Importantly, too, the trove highlights some of the lesser explored corners of Jones’ career, including comic strips, one-off animation specials and fine art paintings and drawings, showcasing the tremendous talent he possessed that transcended his sublime cartoon work. Within this section of the grouping are character studies and portraits, all done by Jones himself, in mediums ranging from pencil and watercolor to charcoal and mixed media, and all with estimates ranging from $2,500+ to $10,000+.
One of the most interesting wrinkles in Jones’ career was a short-lived daily comic strip title “Crawford,” which is represented in the auction with an original “Crawford” daily from May 2, 1978. It is expected to bring $5,000+.
“‘Crawford’ was introduced to the New York Times-Chicago Tribune syndicate on Jan.9, 1978,” said Lentz. “Few of his hand drawn ‘Crawford’s’ have ever come to market. The history of the ill-fated strip was detailed in the coffee table book ‘Chuck Jones - The Dream That Never Was,’ where this actual strip can be seen on page 173.”

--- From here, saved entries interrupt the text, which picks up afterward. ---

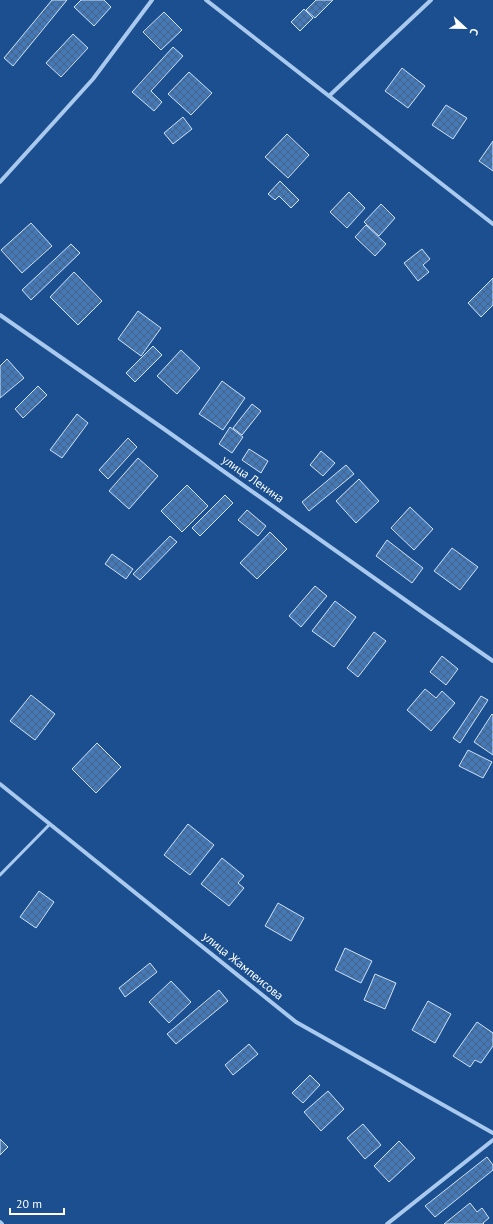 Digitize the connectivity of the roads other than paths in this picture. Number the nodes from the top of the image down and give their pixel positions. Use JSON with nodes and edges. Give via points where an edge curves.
{"nodes":[{"id":1,"x":152,"y":0,"type":"edge"},
{"id":2,"x":206,"y":0,"type":"edge"},
{"id":3,"x":431,"y":0,"type":"edge"},
{"id":4,"x":329,"y":96,"type":"junction"},
{"id":5,"x":0,"y":182,"type":"edge"},
{"id":6,"x":493,"y":224,"type":"edge"},
{"id":7,"x":0,"y":315,"type":"edge"},
{"id":8,"x":493,"y":661,"type":"edge"},
{"id":9,"x":0,"y":784,"type":"edge"},
{"id":10,"x":50,"y":824,"type":"junction"},
{"id":11,"x":0,"y":875,"type":"edge"},
{"id":12,"x":493,"y":1133,"type":"edge"},
{"id":13,"x":493,"y":1140,"type":"edge"},
{"id":14,"x":387,"y":1224,"type":"edge"}],
"edges":[{"from":1,"to":5,"type":"street","via":[[93,79]]},
{"from":2,"to":4,"type":"street"},
{"from":3,"to":4,"type":"street"},
{"from":4,"to":6,"type":"street"},
{"from":7,"to":8,"type":"street","name":"улица Ленина"},
{"from":9,"to":10,"type":"street","name":"улица Жампеисова"},
{"from":10,"to":11,"type":"lane"},
{"from":10,"to":12,"type":"street","name":"улица Жампеисова","via":[[296,1022]]},
{"from":13,"to":14,"type":"street"}]} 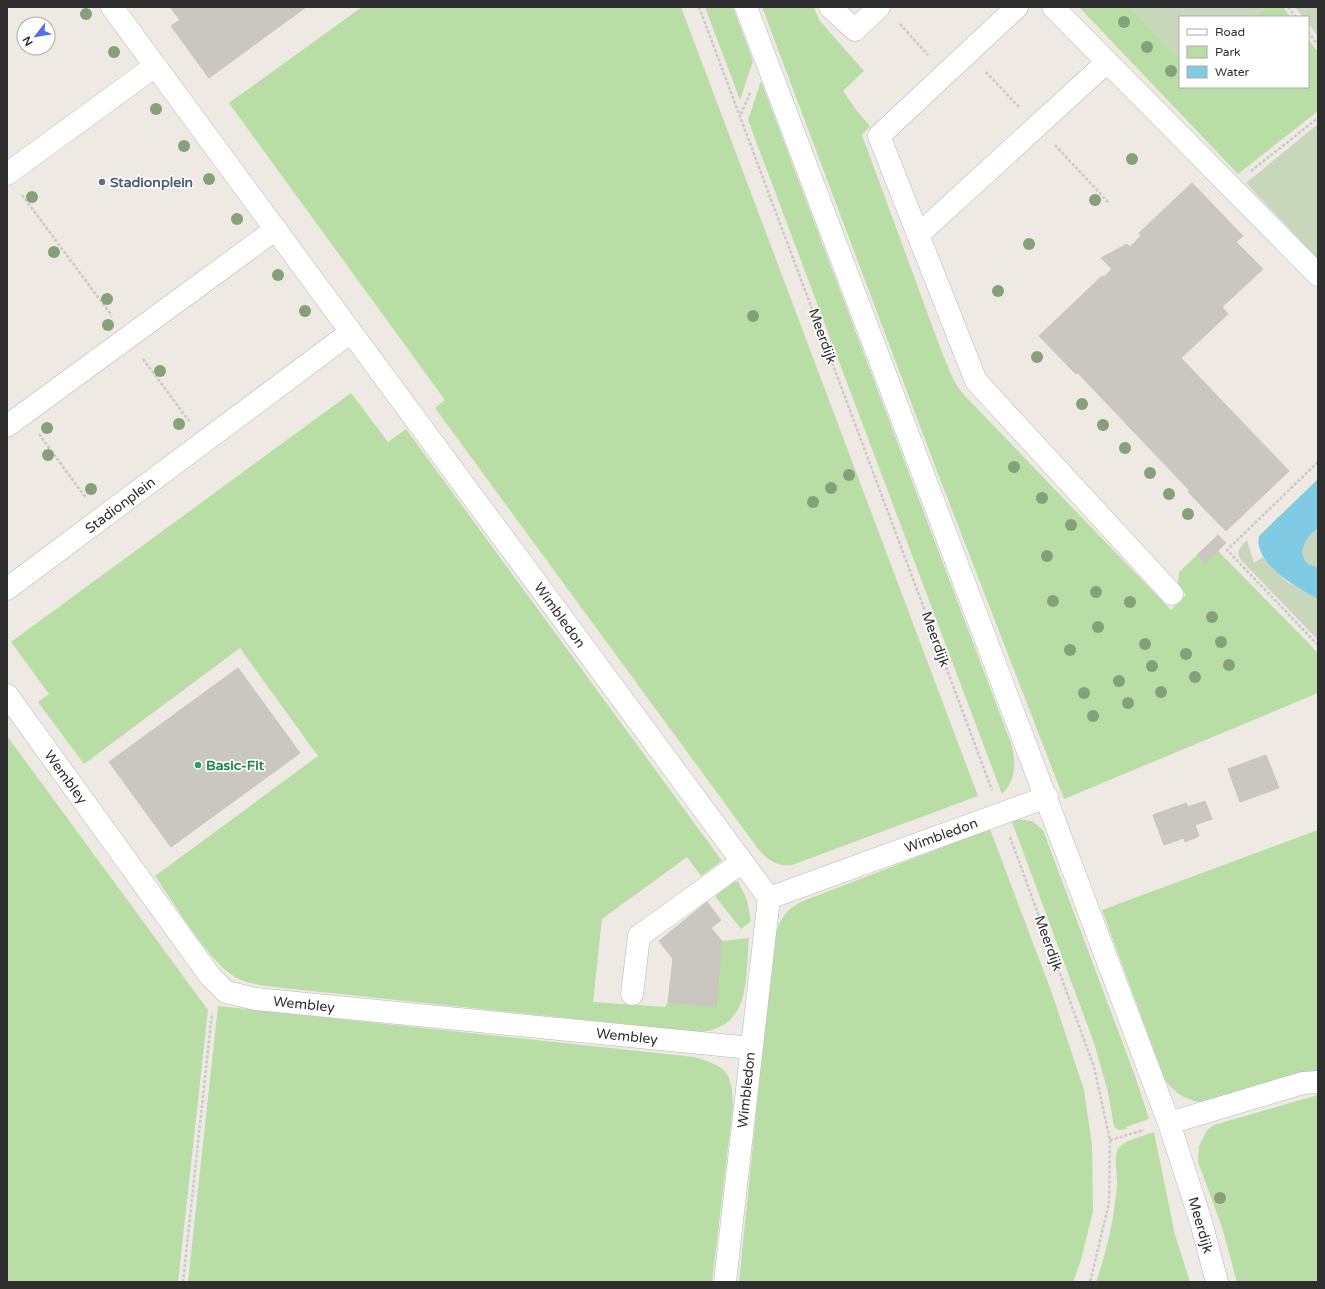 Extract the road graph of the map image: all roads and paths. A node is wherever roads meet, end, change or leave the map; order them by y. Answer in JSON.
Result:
{"nodes":[{"id":1,"x":112,"y":7,"type":"edge"},
{"id":2,"x":699,"y":7,"type":"edge"},
{"id":3,"x":746,"y":7,"type":"edge"},
{"id":4,"x":830,"y":7,"type":"edge"},
{"id":5,"x":879,"y":7,"type":"edge"},
{"id":6,"x":1017,"y":7,"type":"edge"},
{"id":7,"x":1053,"y":7,"type":"edge"},
{"id":8,"x":1288,"y":7,"type":"edge"},
{"id":9,"x":1295,"y":16,"type":"edge"},
{"id":10,"x":899,"y":23,"type":"dead end"},
{"id":11,"x":1309,"y":33,"type":"edge"},
{"id":12,"x":1318,"y":43,"type":"edge"},
{"id":13,"x":1107,"y":62,"type":"junction"},
{"id":14,"x":155,"y":66,"type":"junction"},
{"id":15,"x":946,"y":74,"type":"junction"},
{"id":16,"x":1318,"y":118,"type":"edge"},
{"id":17,"x":7,"y":174,"type":"edge"},
{"id":18,"x":1230,"y":187,"type":"junction"},
{"id":19,"x":20,"y":193,"type":"dead end"},
{"id":20,"x":276,"y":229,"type":"junction"},
{"id":21,"x":918,"y":235,"type":"junction"},
{"id":22,"x":1318,"y":276,"type":"edge"},
{"id":23,"x":351,"y":332,"type":"junction"},
{"id":24,"x":128,"y":338,"type":"junction"},
{"id":25,"x":15,"y":420,"type":"edge"},
{"id":26,"x":204,"y":442,"type":"junction"},
{"id":27,"x":1318,"y":462,"type":"edge"},
{"id":28,"x":101,"y":519,"type":"junction"},
{"id":29,"x":7,"y":589,"type":"edge"},
{"id":30,"x":1172,"y":594,"type":"dead end"},
{"id":31,"x":1318,"y":645,"type":"edge"},
{"id":32,"x":7,"y":695,"type":"edge"},
{"id":33,"x":1047,"y":797,"type":"junction"},
{"id":34,"x":1001,"y":813,"type":"junction"},
{"id":35,"x":742,"y":862,"type":"junction"},
{"id":36,"x":769,"y":898,"type":"junction"},
{"id":37,"x":226,"y":992,"type":"junction"},
{"id":38,"x":632,"y":994,"type":"dead end"},
{"id":39,"x":751,"y":1048,"type":"junction"},
{"id":40,"x":1318,"y":1082,"type":"edge"},
{"id":41,"x":1169,"y":1123,"type":"junction"},
{"id":42,"x":1110,"y":1140,"type":"junction"},
{"id":43,"x":183,"y":1282,"type":"edge"},
{"id":44,"x":725,"y":1282,"type":"edge"},
{"id":45,"x":1090,"y":1282,"type":"edge"},
{"id":46,"x":1217,"y":1282,"type":"edge"}],
"edges":[{"from":1,"to":14,"type":"street"},
{"from":2,"to":34,"type":"path","name":"Meerdijk"},
{"from":3,"to":33,"type":"street","name":"Meerdijk"},
{"from":4,"to":5,"type":"street"},
{"from":6,"to":15,"type":"street"},
{"from":7,"to":13,"type":"street"},
{"from":8,"to":9,"type":"path"},
{"from":10,"to":15,"type":"path"},
{"from":11,"to":12,"type":"path"},
{"from":13,"to":18,"type":"street"},
{"from":13,"to":21,"type":"street"},
{"from":14,"to":17,"type":"street"},
{"from":14,"to":20,"type":"street"},
{"from":15,"to":21,"type":"street"},
{"from":16,"to":18,"type":"path"},
{"from":18,"to":22,"type":"street"},
{"from":19,"to":24,"type":"path"},
{"from":20,"to":23,"type":"street"},
{"from":20,"to":24,"type":"street"},
{"from":21,"to":30,"type":"street"},
{"from":23,"to":26,"type":"street","name":"Stadionplein"},
{"from":23,"to":35,"type":"street","name":"Wimbledon"},
{"from":24,"to":25,"type":"street"},
{"from":24,"to":26,"type":"path"},
{"from":25,"to":28,"type":"path"},
{"from":26,"to":28,"type":"street","name":"Stadionplein"},
{"from":27,"to":31,"type":"path"},
{"from":28,"to":29,"type":"street","name":"Stadionplein"},
{"from":32,"to":37,"type":"street","name":"Wembley"},
{"from":33,"to":34,"type":"street","name":"Wimbledon"},
{"from":33,"to":41,"type":"street","name":"Meerdijk"},
{"from":34,"to":36,"type":"street","name":"Wimbledon"},
{"from":34,"to":42,"type":"path","name":"Meerdijk"},
{"from":35,"to":36,"type":"street","name":"Wimbledon"},
{"from":35,"to":38,"type":"street"},
{"from":36,"to":39,"type":"street","name":"Wimbledon"},
{"from":37,"to":39,"type":"street","name":"Wembley"},
{"from":37,"to":43,"type":"path"},
{"from":39,"to":44,"type":"street","name":"Wimbledon"},
{"from":40,"to":41,"type":"street"},
{"from":41,"to":42,"type":"path"},
{"from":41,"to":46,"type":"street","name":"Meerdijk"},
{"from":42,"to":45,"type":"path","name":"Meerdijk"}]}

A rare Jones original watercolor painting of Pepe LePew not only presents the character in a decidedly fragrant light, contrary to his foibles in the cartoon, but also showcases the artist’s deep talent, seamlessly blending color, line and subject into a charming and transcendent painting. It is estimated at $20,000+.
Of all the classic cartoons that Jones directed, it’s hard to imagine a more significant short than 1957’s “What’s Opera Doc,” voted the number one cartoon of all-time in Jerry Beck’s 1994 book “The 50 Greatest Cartoons.” The classic is represented in the auction by an exceedingly rare original production layout drawing of Elmer Fudd, in full Viking regalia, estimated at $5,000+.
The legions of Bugs Bunny fans will find a tremendous amount to celebrate in the grouping, with numerous drawings and animation cels representing the famous rabbit, one of the most popular of which is sure to be an original hand-painted gag cel drawn by Jones showing Daffy Duck as a magician pulling Bugs out of his hat. The drawing, which is expected to bring $4,000+, will be featured in the upcoming 2013 book “Chuck Jones: Drawing on Character - 100 Classic Drawings by an American Icon.”
Further highlights include, but are certainly not limited to:
1961 “Lickety Splat” Original layout drawing of Wile E Coyote drawn by Chuck Jones: Original Chuck Jones Production Drawing. Estimate: $5,000+.
1960 “Ready Woolen and Able” five original layout drawings in sequence of a classic Wile E. Coyote and Road Runner gag sequence: Drawn by Chuck Jones. Estimate: $6,000+.
1953 “Duck Dodgers in the 24-½ Century” background layout/concept art for the first appearance of Daffy Duck as Duck Dodgers and the first named appearance of Marvin Martian: Duck Dodgers was a take-off on Buck Rodgers and it introduced the world to Marvin Martian, one of Jones’ most popular and enduring characters. The artwork may be from the hand of Maurice Noble, who did the layouts for the film. A special piece of Looney Tunes history, estimated at $3,500+.
Road Runner and Wile E. Coyote hand painted studio publicity cel set up, on studio hand painted background, of two of Chuck Jones most famous characters: Hand-signed by Jones and one of the nicest Road Runner and Coyote set ups Heritage experts have seen. Estimate: $2,500+.
1995 Michigan J. Frog Set Up: In 1995, Jones directed the follow up to his legendary short “One Froggy Evening, called “Another Froggy Evening.” This specially prepared cel and background toured with a major exhibit that traveled the U.S. to showcase artwork form the cartoon. This is a one-of-a-kind hand painted “EXHIBIT ONLY” cel and one of the best Michigan J. Frog set ups ever. Estimate: $3,500+.
1966 “Dr. Seuss How the Grinch Stole Christmas” hand-painted production cel from the classic Chuck Jones holiday classic. Estimate: $3,500+.